Exercise: Filter the data for lines with the word "Dewey", then copy every line so identified.

*** Opening of Data for this task ***

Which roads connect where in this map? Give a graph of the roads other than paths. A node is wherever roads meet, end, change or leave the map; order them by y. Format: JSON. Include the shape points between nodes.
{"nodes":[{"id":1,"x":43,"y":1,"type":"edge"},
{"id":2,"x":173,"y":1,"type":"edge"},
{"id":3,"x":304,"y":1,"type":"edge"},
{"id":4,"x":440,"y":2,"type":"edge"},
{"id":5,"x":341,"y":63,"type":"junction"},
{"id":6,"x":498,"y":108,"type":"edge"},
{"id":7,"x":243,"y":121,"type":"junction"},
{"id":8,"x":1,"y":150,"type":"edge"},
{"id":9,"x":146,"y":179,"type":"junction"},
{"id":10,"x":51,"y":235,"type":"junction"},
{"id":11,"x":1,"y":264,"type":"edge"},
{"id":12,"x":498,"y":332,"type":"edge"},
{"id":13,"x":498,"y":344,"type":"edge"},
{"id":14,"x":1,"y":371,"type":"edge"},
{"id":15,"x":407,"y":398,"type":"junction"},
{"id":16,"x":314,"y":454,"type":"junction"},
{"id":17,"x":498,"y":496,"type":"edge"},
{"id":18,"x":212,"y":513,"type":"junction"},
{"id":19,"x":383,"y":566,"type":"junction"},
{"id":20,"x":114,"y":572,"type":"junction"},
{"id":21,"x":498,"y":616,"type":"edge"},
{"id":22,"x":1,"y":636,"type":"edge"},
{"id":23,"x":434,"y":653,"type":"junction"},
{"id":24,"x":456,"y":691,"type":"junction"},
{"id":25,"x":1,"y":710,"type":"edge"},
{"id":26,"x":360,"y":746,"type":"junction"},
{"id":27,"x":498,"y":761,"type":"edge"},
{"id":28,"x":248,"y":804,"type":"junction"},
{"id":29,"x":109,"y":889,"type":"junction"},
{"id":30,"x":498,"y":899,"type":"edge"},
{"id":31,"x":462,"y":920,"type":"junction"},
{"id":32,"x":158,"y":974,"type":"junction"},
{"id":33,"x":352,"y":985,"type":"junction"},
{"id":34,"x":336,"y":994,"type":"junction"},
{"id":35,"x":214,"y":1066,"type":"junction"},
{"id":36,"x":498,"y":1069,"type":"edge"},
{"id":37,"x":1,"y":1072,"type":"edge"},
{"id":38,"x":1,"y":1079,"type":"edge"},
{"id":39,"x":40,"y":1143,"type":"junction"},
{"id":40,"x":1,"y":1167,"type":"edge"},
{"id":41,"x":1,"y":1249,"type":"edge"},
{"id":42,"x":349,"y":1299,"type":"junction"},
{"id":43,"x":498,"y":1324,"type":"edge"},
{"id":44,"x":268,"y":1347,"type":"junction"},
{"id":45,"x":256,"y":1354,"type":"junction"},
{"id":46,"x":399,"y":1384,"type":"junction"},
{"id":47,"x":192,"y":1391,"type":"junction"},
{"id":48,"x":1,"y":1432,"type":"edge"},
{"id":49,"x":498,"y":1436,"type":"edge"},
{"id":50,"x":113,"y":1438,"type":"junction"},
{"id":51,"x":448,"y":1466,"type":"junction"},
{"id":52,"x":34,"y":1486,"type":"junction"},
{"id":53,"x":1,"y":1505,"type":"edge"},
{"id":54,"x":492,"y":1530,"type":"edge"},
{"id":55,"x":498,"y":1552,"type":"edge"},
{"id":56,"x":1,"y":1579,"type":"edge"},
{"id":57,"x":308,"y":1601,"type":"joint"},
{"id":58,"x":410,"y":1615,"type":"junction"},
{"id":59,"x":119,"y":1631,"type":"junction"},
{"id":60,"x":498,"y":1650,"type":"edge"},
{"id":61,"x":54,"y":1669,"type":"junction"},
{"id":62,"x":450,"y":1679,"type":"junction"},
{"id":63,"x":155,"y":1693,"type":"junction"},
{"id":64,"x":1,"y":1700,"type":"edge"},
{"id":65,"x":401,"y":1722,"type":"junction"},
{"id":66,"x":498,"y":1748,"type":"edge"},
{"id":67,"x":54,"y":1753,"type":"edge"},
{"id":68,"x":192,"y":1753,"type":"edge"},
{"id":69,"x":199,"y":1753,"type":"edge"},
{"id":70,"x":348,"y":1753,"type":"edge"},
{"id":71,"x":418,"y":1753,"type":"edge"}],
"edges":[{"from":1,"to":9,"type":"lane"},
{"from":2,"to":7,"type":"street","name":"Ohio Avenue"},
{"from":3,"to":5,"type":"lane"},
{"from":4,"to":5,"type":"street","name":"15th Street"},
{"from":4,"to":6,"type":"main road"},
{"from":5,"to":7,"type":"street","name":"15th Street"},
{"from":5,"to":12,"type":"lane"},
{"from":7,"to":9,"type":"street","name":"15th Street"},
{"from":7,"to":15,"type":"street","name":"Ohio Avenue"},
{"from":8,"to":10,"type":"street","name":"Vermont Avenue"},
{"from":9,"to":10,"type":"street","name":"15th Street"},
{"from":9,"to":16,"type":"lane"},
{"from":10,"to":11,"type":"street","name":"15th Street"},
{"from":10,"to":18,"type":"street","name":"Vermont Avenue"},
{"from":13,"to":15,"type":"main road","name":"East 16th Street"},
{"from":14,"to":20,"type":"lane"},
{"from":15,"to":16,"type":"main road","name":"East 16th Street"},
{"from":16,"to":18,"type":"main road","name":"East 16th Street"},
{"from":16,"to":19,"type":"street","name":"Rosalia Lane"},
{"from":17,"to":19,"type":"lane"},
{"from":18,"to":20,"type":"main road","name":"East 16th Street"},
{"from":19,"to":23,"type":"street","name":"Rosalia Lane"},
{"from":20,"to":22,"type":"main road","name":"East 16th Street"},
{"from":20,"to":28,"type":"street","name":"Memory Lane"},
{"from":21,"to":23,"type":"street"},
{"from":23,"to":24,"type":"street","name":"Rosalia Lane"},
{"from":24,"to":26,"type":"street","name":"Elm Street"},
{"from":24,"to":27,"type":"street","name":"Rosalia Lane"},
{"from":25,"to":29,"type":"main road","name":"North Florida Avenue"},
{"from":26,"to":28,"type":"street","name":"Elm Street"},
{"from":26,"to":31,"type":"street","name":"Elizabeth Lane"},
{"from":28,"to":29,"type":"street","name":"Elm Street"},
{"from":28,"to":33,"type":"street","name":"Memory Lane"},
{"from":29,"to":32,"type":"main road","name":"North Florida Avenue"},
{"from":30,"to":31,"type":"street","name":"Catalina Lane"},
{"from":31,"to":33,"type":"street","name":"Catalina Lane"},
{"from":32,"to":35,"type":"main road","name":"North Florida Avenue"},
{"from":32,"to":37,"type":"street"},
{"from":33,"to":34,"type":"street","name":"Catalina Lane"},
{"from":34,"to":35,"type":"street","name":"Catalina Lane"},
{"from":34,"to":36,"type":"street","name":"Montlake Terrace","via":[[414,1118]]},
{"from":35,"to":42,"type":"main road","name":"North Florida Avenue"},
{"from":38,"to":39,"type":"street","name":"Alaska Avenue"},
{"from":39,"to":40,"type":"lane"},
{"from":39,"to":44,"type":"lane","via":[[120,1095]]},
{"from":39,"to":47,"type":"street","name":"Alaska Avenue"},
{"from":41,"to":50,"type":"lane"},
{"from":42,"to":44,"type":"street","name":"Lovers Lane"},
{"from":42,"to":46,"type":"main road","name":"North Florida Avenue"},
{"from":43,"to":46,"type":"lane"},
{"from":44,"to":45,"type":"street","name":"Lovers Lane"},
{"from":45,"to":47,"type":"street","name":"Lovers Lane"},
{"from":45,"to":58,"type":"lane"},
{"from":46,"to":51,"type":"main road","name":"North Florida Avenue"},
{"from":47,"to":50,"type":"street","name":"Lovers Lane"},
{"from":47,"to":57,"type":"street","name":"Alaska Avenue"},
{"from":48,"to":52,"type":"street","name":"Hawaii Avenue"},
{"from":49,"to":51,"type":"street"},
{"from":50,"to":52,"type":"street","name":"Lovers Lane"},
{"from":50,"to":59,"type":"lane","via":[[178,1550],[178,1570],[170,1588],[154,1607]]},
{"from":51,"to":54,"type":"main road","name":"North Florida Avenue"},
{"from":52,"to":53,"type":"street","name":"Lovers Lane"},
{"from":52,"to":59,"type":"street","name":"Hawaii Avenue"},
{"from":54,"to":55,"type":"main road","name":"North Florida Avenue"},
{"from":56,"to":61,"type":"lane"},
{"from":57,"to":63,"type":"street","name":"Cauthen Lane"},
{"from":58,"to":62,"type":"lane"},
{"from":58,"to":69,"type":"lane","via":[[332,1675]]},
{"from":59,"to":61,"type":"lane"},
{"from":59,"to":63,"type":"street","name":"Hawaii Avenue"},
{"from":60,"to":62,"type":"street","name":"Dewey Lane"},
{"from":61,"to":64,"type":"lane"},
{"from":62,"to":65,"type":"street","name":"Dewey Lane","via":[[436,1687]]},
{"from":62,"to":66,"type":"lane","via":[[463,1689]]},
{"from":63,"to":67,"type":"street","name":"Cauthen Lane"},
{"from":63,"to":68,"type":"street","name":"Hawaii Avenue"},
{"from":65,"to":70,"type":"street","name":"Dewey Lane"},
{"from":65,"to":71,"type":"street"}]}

*** Close of Data for this task ***

Task result:
{"from":60,"to":62,"type":"street","name":"Dewey Lane"},
{"from":62,"to":65,"type":"street","name":"Dewey Lane","via":[[436,1687]]},
{"from":65,"to":70,"type":"street","name":"Dewey Lane"},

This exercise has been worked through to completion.